Multi-day Garden City sit-in staged
The racial debate raged 367 miles away from Long Island in Charlottesville, VA, on Saturday, Aug. 12, making national headlines and ending in deadly violence as a result of white nationalists, neo-Nazi and Ku Klux Klan members protesting the removal of Confederate statues throughout the South.
And while completely unrelated, members and supporters of the New York Communities for Change (NYCC) were on their third and final day of their own multi-day tent city sit-in and demonstration march to call attention to the color divide on Long Island, specifically in Garden City. The message though isn’t necessarily black versus white; it’s a call to end segregation based on all things: race, income, social status, and is supported by local residents of all colors and beliefs. NYCC is a coalition of working families committed to social and economic justice.
Supported and protested throughout the span of three days, NYCC received encouraging thumbs-up, whistles, heartening words and honked horns as cars passed, but also middle fingers, racial slurs and disapproving advice, dozens of expressed opinions were heard within the first five minutes of Anton Media staff being on-site to speak with the demonstrators about their message.
“As far as any protest is concerned, we have no issue with anyone exercising such rights,” said a representative from the Village of Garden City’s Board of Trustees Public Information Committee.
The peaceful protest has been an annual event since 2005, but several residents in the neighborhood walked over to the tent-city for the first time to learn of its message. Some mistook the tented protest as a scouting camp event. Some thought the NYCC demonstrators were actually re-enactors staging a Civil War encampment. Unaware of the significance of the location chosen in Garden City to demonstrate but fittingly ironic, the group picked the historically marked corner of Eleventh Street and Washington Avenue that once served as Camp Winfield Scott, a Civil War Army instruction camp, established in 1861.

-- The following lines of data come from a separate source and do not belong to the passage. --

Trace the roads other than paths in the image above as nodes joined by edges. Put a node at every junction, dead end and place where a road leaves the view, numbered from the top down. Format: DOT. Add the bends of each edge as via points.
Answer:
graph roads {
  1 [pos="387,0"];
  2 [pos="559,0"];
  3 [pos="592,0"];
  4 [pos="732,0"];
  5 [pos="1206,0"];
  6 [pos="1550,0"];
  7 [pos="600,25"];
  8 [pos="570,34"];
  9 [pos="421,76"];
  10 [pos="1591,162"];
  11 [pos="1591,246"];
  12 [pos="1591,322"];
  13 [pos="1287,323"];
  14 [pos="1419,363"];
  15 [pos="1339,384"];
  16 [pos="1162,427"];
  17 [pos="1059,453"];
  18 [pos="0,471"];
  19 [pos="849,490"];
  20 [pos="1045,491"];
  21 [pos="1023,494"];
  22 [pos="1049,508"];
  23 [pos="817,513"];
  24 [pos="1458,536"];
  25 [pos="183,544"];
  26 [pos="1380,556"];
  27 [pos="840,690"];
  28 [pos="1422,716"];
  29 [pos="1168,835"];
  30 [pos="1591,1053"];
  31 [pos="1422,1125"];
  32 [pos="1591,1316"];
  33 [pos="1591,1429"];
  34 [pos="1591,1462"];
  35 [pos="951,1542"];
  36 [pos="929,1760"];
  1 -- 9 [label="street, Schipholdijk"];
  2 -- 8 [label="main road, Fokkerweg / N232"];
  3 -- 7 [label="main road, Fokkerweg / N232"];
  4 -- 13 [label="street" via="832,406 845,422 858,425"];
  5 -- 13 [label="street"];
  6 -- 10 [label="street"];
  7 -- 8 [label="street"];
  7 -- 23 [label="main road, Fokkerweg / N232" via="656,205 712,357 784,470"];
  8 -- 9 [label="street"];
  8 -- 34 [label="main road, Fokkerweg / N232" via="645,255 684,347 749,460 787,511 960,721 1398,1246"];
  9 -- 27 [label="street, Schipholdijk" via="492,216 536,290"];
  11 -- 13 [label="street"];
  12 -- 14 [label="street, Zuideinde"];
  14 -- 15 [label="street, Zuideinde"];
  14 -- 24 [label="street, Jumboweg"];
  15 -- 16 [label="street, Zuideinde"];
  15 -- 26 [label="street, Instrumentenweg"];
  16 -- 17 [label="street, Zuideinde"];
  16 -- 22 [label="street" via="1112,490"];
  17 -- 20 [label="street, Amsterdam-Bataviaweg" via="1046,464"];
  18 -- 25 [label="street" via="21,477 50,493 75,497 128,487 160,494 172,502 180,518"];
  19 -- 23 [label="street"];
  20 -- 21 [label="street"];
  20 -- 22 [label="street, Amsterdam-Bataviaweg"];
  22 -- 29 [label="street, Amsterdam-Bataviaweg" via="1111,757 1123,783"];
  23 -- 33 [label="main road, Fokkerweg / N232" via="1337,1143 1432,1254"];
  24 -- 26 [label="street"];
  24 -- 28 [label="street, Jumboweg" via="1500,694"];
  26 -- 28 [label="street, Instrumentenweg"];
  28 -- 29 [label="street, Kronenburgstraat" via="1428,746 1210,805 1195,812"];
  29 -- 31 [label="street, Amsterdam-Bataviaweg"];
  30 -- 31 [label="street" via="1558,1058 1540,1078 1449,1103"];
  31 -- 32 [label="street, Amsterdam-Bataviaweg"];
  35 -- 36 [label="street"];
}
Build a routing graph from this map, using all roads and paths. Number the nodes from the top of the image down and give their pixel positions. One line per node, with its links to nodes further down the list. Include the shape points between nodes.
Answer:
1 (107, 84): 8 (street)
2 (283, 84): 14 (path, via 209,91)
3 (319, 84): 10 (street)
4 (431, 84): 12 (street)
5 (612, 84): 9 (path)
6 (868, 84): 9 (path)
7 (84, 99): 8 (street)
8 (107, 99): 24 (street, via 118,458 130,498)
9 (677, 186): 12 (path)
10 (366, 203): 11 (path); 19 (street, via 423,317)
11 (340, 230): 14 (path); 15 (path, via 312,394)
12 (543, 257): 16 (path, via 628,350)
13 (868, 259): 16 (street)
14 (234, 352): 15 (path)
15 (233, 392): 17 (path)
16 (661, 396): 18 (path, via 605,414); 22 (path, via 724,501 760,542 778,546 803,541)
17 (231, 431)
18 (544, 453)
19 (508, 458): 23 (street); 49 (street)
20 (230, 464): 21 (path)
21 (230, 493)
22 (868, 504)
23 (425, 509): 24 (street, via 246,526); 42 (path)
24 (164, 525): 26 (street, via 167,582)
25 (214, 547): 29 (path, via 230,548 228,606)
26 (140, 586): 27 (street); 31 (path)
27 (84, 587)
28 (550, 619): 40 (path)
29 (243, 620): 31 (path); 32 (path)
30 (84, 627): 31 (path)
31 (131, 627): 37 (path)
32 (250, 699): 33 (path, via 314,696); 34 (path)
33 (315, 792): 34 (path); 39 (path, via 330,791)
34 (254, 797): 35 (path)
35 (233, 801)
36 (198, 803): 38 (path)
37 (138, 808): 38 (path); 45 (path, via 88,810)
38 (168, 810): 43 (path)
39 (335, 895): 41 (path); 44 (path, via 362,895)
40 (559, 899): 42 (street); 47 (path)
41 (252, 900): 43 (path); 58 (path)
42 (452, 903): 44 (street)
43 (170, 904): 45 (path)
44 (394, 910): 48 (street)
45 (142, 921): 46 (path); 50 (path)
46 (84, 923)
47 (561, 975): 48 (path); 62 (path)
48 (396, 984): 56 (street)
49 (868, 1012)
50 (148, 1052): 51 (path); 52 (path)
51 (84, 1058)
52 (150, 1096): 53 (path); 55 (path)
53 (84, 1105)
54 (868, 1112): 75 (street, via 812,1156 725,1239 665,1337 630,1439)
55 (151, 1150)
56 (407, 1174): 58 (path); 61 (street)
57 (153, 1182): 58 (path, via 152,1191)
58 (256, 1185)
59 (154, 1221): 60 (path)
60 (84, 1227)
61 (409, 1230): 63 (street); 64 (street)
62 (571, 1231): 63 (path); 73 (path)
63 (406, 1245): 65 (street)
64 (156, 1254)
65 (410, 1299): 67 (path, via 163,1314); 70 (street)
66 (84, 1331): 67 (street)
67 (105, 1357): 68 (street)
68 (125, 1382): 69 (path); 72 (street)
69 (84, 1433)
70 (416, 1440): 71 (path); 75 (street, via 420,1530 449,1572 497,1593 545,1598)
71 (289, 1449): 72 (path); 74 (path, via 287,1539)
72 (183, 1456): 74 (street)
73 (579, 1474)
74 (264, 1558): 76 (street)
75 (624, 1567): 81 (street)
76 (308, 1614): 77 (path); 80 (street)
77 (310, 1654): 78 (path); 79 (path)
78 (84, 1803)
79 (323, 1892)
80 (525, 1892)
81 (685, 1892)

“About 15 years ago my daughter (and her friend) wanted to move into Garden City to be closer to her job; she was making really good money and could afford to live here,” Atlanta Cockrell said, speaking of her daughter’s attempt to move into a Seventh Street apartment building back in the early 2000s.
Cockrell said her daughter, Veronica, called the rental office one morning and was told there were plenty of apartments for rent in the building, but when she arrived at 3 p.m. to see the apartment she was told by the rental agent that there were no vacant apartments and was turned away.
“Why are they like this? I went to school. I make good money,” Cockrell said of her daughter’s response the day she was denied viewing an apartment in Garden City. “This might have been her (Veronica’s) first real experience with discrimination because I always tried to encourage socialization with everyone and to not call out differences,” she added.
Cockrell was actively involved with ACORN, as the Long Island chapter’s founding member. She recalls immediately calling a meeting with other ACORN members to address the injustice.
“We began testing local real estate offices, sending in high profile people (of color), even celebrities, and found out we really do have a big problem here,” said Cockrell.
Approximately two months after seeking legal representation Cockrell said the attorney resigned after receiving death threats, fearing for the safety of his wife and children. The group was advised to seek legal counsel outside of the state if they had planned to continue to seek justice and they did just that.
The group has been demonstrating in Garden City, with the first tent city in 2005.
“As a remedy to the lawsuit, the court ordered Garden City to join the Nassau Urban County Consortium,” said Lucas Sanchez, Long Island director for NYCC. “The consortium is the vehicle in which municipalities in Nassau County apply to HUD for federal dollars to receive CDBG (Community Development Block Grant Program) funds to offer affordable housing.”
He added, “The problem is the way the judge wrote the order, stating Garden City should join the consortium in good faith, but didn’t specify what good faith actually meant.” Sanchez said this loose legal language allowed the village to interpret the court order their own way. He said the village did join the consortium but has not actively applied consortium standards to allow for affordable housing.
“It’s like joining the gym and never going and saying, ‘But look, I joined the gym,’” Sanchez said.
HUD funding offsets the costs (taxes and funding) to municipalities for providing a certain percentage of affordable housing in any development.
“It’s been 10 years since the court ruling and nothing has been done to this space,” community activist and former Assembly candidate Mimi Pierre Johnson said, pointing to the ongoing construction of a county structure at Eleventh Street and Washington Avenue, which Johnson said was allegedly promised to be turned into affordable housing.
Board of Trustees Public Information Committee from the Village of Garden City declined to comment on any particular statements made by the protesters, but did share this statement on behalf of the village:
“Years ago, the county decided to build, at the request, we understand, of the local bar and the Office of Court Administration, a new family court at the former site of the Social Services building.
“The village does not own that property and the county obtained that property and neighboring land well over 50 years ago to build its court and other county facilities.
“The village was not involved in the decision to build a family court, and as far as we know, there is no pending or open decision to change the building to something else. We understand that the current schedule for completing the family court building is 2019.”
Cockrell advised that they are still actively in litigation, now under the suit name New York Communities for Change with Mutual Housing Authority New York (MHANY) versus Garden City.